Again thanks everyone for the input.


----------



## Rich-M (May 3, 2006)

jbm1991 said:


> thanks again john will
> 
> and rich-M thanks for the input, but on the contrary to your opinion there (one which i used to share myself), norton appears to have cleaned up its act, and the latest version uses minimal system resources, see here: http://www.pcmag.com/article2/0,2817,2343092,00.asp somewhere in that review it goes on about performance
> 
> Again thanks everyone for the input.


Well you may think so but I just took Norton 360 off of a Dell Laptop with Vista and I thought I doubled the ram.
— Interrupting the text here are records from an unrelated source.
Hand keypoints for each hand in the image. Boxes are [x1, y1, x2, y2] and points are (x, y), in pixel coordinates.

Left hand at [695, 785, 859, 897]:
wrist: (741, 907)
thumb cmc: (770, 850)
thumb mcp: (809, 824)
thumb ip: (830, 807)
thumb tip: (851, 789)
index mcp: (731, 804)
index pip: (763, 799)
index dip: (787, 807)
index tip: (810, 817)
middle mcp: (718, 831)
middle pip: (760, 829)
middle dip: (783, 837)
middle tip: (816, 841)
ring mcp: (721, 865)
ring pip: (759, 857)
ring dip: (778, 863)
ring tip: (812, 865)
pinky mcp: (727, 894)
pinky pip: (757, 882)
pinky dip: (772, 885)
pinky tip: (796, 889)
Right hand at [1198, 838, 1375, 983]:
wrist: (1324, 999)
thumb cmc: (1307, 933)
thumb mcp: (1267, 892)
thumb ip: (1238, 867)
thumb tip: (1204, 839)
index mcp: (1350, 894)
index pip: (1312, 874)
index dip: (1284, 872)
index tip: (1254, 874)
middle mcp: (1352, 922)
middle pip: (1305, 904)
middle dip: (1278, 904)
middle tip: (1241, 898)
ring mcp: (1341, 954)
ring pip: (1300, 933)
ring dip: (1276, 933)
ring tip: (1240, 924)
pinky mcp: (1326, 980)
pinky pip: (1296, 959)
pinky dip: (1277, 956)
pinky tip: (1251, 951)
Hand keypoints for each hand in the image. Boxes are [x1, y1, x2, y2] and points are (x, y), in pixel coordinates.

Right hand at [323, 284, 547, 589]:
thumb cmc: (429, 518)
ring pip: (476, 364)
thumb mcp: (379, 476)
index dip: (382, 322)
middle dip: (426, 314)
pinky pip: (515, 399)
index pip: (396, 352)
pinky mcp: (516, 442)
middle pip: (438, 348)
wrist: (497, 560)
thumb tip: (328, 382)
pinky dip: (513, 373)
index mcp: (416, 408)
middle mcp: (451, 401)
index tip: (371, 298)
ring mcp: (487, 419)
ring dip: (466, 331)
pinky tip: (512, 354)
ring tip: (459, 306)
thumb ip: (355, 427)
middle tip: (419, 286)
The client thought I walked on water after doing one thing to her laptop.


----------



## jbm1991 (Sep 1, 2007)

ah yes, but which version of norton 360 was it? cause v1 and v2 were admittedly dismal performance wise. However norton 2009 and 360 v3 they got their act sorted out.


----------



## Rich-M (May 3, 2006)

I wasn't aware of the difference so I cannot answer that.


----------



## DoubleHelix (Dec 10, 2004)

Norton Internet Security 2009 is in a different class than previous Norton products. I'd highly recommend it to anyone.


----------



## jbm1991 (Sep 1, 2007)

completely agree doublehelix. And norton 360 v3 is just norton IS 2009 improved a bit, and with some extra stuff chucked in for good measure. (2GB online storage, a backup utility, etc)


----------